Question

What is the structure of $I{F_7}$ ?

Answer 1

Hint : Iodine hypo fluoride or iodine (VII) chloride are other names for $I{F_7}$ . It's a strong-bonding interhalogen molecule. According to VSEPR theory, it has a pentagonal bi-pyramidal structure with $s{p^3}{d^3}$ hybridization.

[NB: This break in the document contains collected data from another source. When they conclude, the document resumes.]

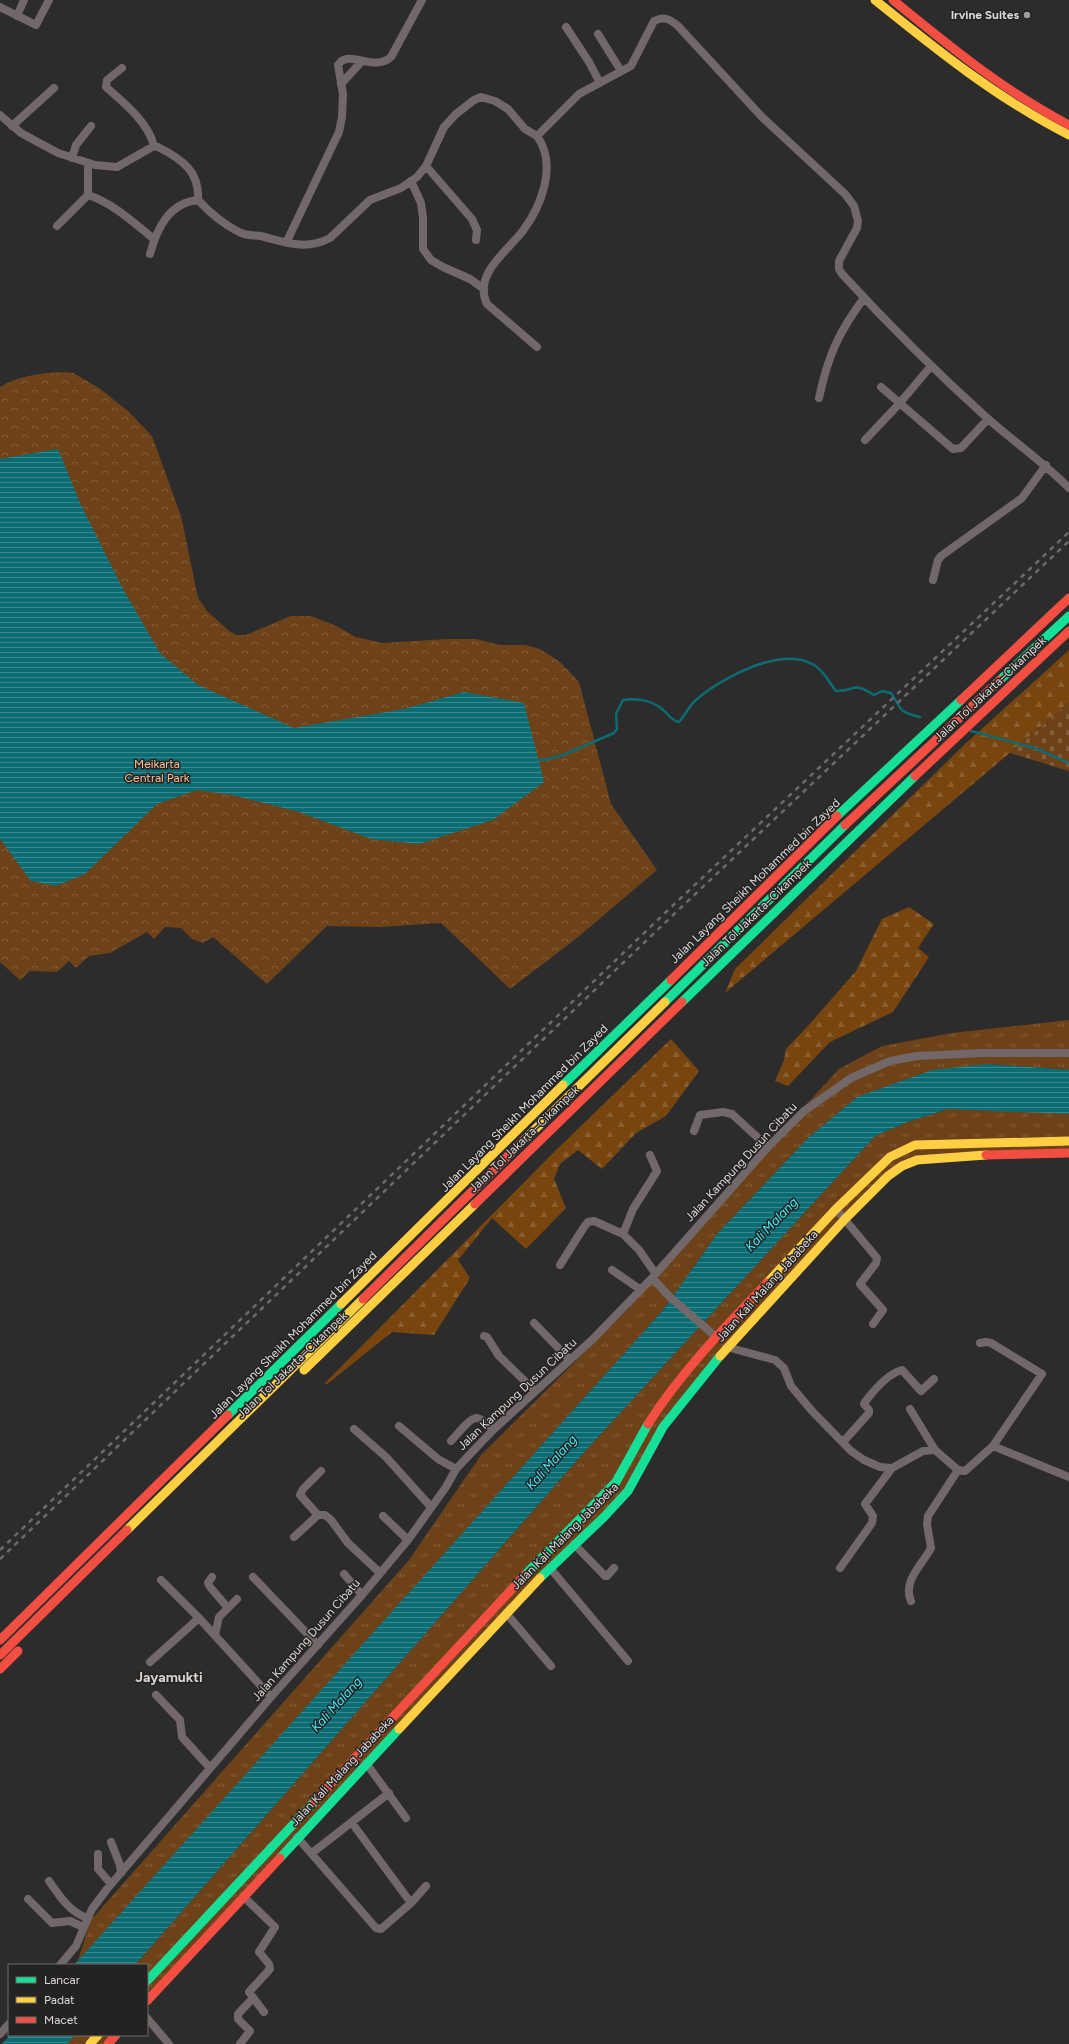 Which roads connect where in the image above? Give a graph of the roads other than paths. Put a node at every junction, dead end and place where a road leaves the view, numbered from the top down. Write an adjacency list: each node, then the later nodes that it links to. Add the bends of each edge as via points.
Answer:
1 (24, 0): 7 (street)
2 (49, 0): 7 (street, via 36,25)
3 (422, 0): 10 (street, via 391,58 386,62 373,64)
4 (874, 0): 20 (main road, via 971,77 1011,104)
5 (893, 0): 17 (main road, via 966,59 1050,116)
6 (0, 7): 7 (street)
7 (17, 16)
8 (566, 27): 13 (street, via 590,62)
9 (598, 34): 12 (street)
10 (362, 62): 14 (street); 14 (street, via 342,59 338,64)
11 (122, 68): 22 (street, via 107,80 106,87 134,113 152,137)
12 (621, 71): 13 (street); 35 (street, via 635,61 654,21 663,18 673,22 762,117 850,200 857,215 857,228 838,265 842,274)
13 (600, 83): 21 (street, via 579,94)
14 (340, 84): 32 (street, via 343,94 340,132)
15 (54, 88): 18 (street)
16 (0, 115): 18 (street)
17 (1069, 124)
18 (12, 126): 23 (street, via 33,140)
19 (91, 126): 23 (street, via 76,145)
20 (1069, 135)
21 (537, 136): 25 (street, via 524,129 503,105 481,96 448,122); 34 (street, via 544,146 546,182 532,216 522,232 493,264)
22 (154, 146): 24 (street, via 117,166); 28 (street, via 164,150 194,173 198,186)
23 (72, 158): 24 (street)
24 (88, 163): 27 (street)
25 (426, 166): 26 (street); 31 (street, via 472,219 477,230)
26 (411, 181): 28 (street, via 401,188 370,200 330,238 299,245 241,233 216,218); 34 (street, via 421,203 424,218 423,250 431,260 470,279)
27 (88, 195): 29 (street); 30 (street, via 111,205)
28 (198, 200): 30 (street, via 182,203 174,208)
29 (57, 226)
30 (154, 239): 33 (street)
31 (476, 240)
32 (287, 241)
33 (150, 254)
34 (484, 289): 36 (street, via 483,296 487,304)
35 (864, 298): 37 (street); 39 (street, via 848,319 836,342 826,365)
36 (537, 347)
37 (931, 366): 40 (street); 41 (street)
38 (881, 387): 40 (street)
39 (819, 398)
40 (899, 404): 41 (street, via 957,450); 42 (street)
41 (988, 418): 43 (street)
42 (865, 440)
43 (1046, 465): 44 (street); 45 (street, via 1022,498 941,556)
44 (1069, 488)
45 (933, 580)
46 (1069, 595): 110 (main road, Jalan Tol Jakarta–Cikampek, via 847,802 410,1234)
47 (1069, 598): 112 (main road, Jalan Layang Sheikh Mohammed bin Zayed, via 832,822)
48 (1069, 616): 115 (main road, Jalan Layang Sheikh Mohammed bin Zayed, via 842,828)
49 (1069, 631): 72 (main road, Jalan Tol Jakarta–Cikampek, via 877,812)
50 (1069, 1053): 53 (street, Jalan Kampung Dusun Cibatu, via 975,1053 916,1056 890,1061 851,1078 804,1111)
51 (694, 1131): 53 (street, via 700,1115 727,1112)
52 (1069, 1141): 56 (main road, Jalan Kali Malang Jababeka, via 915,1145 890,1157)
53 (768, 1147): 61 (street, Jalan Kampung Dusun Cibatu)
54 (1069, 1153): 57 (main road, Jalan Kali Malang Jababeka, via 978,1155 917,1160 888,1176)
55 (650, 1155): 58 (street, via 657,1171 633,1209)
56 (836, 1209): 57 (street); 62 (main road, Jalan Kali Malang Jababeka)
57 (845, 1219): 64 (main road, Jalan Kali Malang Jababeka); 66 (street, via 877,1258 860,1284 883,1310)
58 (623, 1234): 59 (street, via 594,1221 588,1222); 61 (street, via 639,1250)
59 (560, 1265)
60 (612, 1270): 63 (street)
61 (654, 1276): 63 (street, Jalan Kampung Dusun Cibatu); 68 (street, via 670,1298)
62 (761, 1288): 64 (main road); 68 (main road, Jalan Kali Malang Jababeka)
63 (641, 1290): 71 (street, Jalan Kampung Dusun Cibatu)
64 (772, 1298): 70 (main road, Jalan Kali Malang Jababeka)
65 (534, 1323): 71 (street)
66 (873, 1324)
67 (484, 1336): 74 (street, via 499,1356)
68 (716, 1337): 88 (main road, Jalan Kali Malang Jababeka, via 661,1404 616,1482)
69 (980, 1344): 81 (street, via 991,1343 1042,1374)
70 (727, 1347): 80 (street, via 775,1360 784,1368 791,1386 812,1412); 92 (main road, Jalan Kali Malang Jababeka, via 663,1427 628,1491)
71 (570, 1360): 74 (street, Jalan Kampung Dusun Cibatu)
72 (296, 1378)
73 (934, 1379): 80 (street, via 921,1391 902,1370 895,1373 878,1386 864,1402 869,1412)
74 (535, 1391): 78 (street, Jalan Kampung Dusun Cibatu)
75 (910, 1409): 82 (street)
76 (400, 1426): 84 (street, via 438,1459)
77 (354, 1429): 89 (street, via 386,1457)
78 (493, 1430): 79 (street, via 481,1420 471,1419); 84 (street, Jalan Kampung Dusun Cibatu)
79 (451, 1441)
80 (843, 1442): 83 (street, via 864,1460 880,1467)
81 (994, 1446): 85 (street, via 968,1469); 87 (street)
82 (935, 1450): 83 (street, via 923,1452); 85 (street)
83 (892, 1468): 98 (street, via 865,1504 872,1516 872,1523)
84 (456, 1469): 89 (street, Jalan Kampung Dusun Cibatu)
85 (958, 1470): 106 (street, via 929,1513 927,1524 931,1548 909,1583 908,1593)
86 (321, 1472): 90 (street, via 300,1492)
87 (1069, 1477)
88 (593, 1506): 92 (main road); 141 (main road, Jalan Kali Malang Jababeka)
89 (431, 1507): 94 (street, Jalan Kampung Dusun Cibatu)
90 (318, 1515): 93 (street); 99 (street, via 325,1515 331,1520 348,1543)
91 (383, 1516): 94 (street)
92 (604, 1517): 95 (main road, Jalan Kali Malang Jababeka)
93 (294, 1536)
94 (408, 1540): 99 (street, Jalan Kampung Dusun Cibatu)
95 (574, 1544): 96 (main road, Jalan Kali Malang Jababeka); 97 (street, via 604,1576)
96 (550, 1568): 108 (main road, Jalan Kali Malang Jababeka); 116 (street)
97 (614, 1568)
98 (840, 1568)
99 (380, 1573): 104 (street, Jalan Kampung Dusun Cibatu)
100 (344, 1574): 104 (street)
101 (212, 1577): 107 (street, via 208,1583 210,1587)
102 (253, 1577): 113 (street)
103 (161, 1580): 109 (street)
104 (362, 1595): 113 (street, Jalan Kampung Dusun Cibatu)
105 (237, 1599): 107 (street)
106 (911, 1601)
107 (228, 1608): 111 (street, via 219,1617)
108 (506, 1613): 118 (street); 122 (main road, Jalan Kali Malang Jababeka)
109 (199, 1618): 111 (street); 117 (street)
110 (0, 1632)
111 (215, 1635): 121 (street)
112 (0, 1640)
113 (318, 1645): 121 (street, Jalan Kampung Dusun Cibatu)
114 (23, 1646): 119 (main road)
115 (0, 1655)
116 (628, 1661)
117 (150, 1662)
118 (552, 1666)
119 (0, 1668)
120 (156, 1695): 123 (street, via 180,1720 182,1737)
121 (271, 1697): 123 (street, Jalan Kampung Dusun Cibatu)
122 (366, 1763): 124 (street); 127 (main road, Jalan Kali Malang Jababeka)
123 (210, 1768): 131 (street, Jalan Kampung Dusun Cibatu)
124 (389, 1793): 125 (street); 126 (street)
125 (406, 1818)
126 (352, 1823): 129 (street); 137 (street)
127 (297, 1837): 129 (street); 135 (main road, Jalan Kali Malang Jababeka)
128 (111, 1842): 131 (street)
129 (312, 1853): 137 (street, via 376,1928 381,1928)
130 (98, 1854): 133 (street, via 98,1868)
131 (121, 1872): 133 (street, Jalan Kampung Dusun Cibatu)
132 (49, 1881): 138 (street, via 71,1910)
133 (111, 1884): 138 (street, Jalan Kampung Dusun Cibatu)
134 (426, 1886): 137 (street)
135 (243, 1896): 142 (street, via 275,1927 259,1952 270,1968 251,1988 250,1994); 143 (main road, Jalan Kali Malang Jababeka)
136 (28, 1899): 139 (street, via 52,1923 70,1921)
137 (411, 1903)
138 (87, 1918): 139 (street, Jalan Kampung Dusun Cibatu)
139 (83, 1927): 140 (street, Jalan Kampung Dusun Cibatu, via 76,1946)
140 (61, 1964)
141 (148, 1980)
142 (253, 1998): 144 (street); 153 (street, via 238,2014 238,2019 250,2031)
143 (148, 2000)
144 (264, 2012)
145 (148, 2019): 152 (street)
146 (8, 2025): 147 (street)
147 (0, 2034)
148 (97, 2036): 150 (main road)
149 (115, 2036): 151 (main road)
150 (90, 2044)
151 (108, 2044)
152 (169, 2044)
153 (240, 2044)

Complete Step By Step Answer:
The core atom I(iodine) is connected to 7 fluorine atoms via 7 sigma bonds in $I{F_7}$ . So, in this case, the steric number is 7. As a result, I(iodine) hybridization in $I{F_7}$ is $s{p^3}{d^3}$ . As a result, both the electron pair and molecular geometry are pentagonal bi-pyramidal.
Let’s look how the structure comes:
Iodine(atomic no.=53)
$\left[ {E.C} \right] = 4{d^{10}}5{s^2}5{p^5}$ where E.C=electronic configuration
Look at the following image:
In first excited state its electronic configuration changes:
$\left[ {E.C} \right] = 5{s^1}5{p^3}5{d^3}$
Hence we can see that there are 7 fluorine molecules. One enters $5s$ , 3 can enter $5p$ and 3 will enter $5d$ .
Hence we can make out that the hybridization is $s{p^3}{d^3}$ . And hence geometry is pentagonal bi-pyramidal
Let's look at the structure:

This is pentagonal bi-pyramidal. Also not every bonding angle is the same. Five electron pairs are on the same plane at a 72-degree angle, while the other two are perpendicular to the plane and make a 90-degree angle with it. Even bond lengths differ. The axial bonds are 186pm long, whereas the equatorial bonds are 179pm long.

Note :
There can be many ionization states of an element. But whenever we draw structures we should only consider the first excited state and calculate the hybridization.
Also The primary distinction between axial and equatorial positions is that axial bonds are vertical, whereas equatorial bonds are horizontal. The phrases axial and equatorial are critical when illustrating the real 3D orientation of chemical bonds.
It is not necessary to mention bond angles and bond lengths while drawing the structure.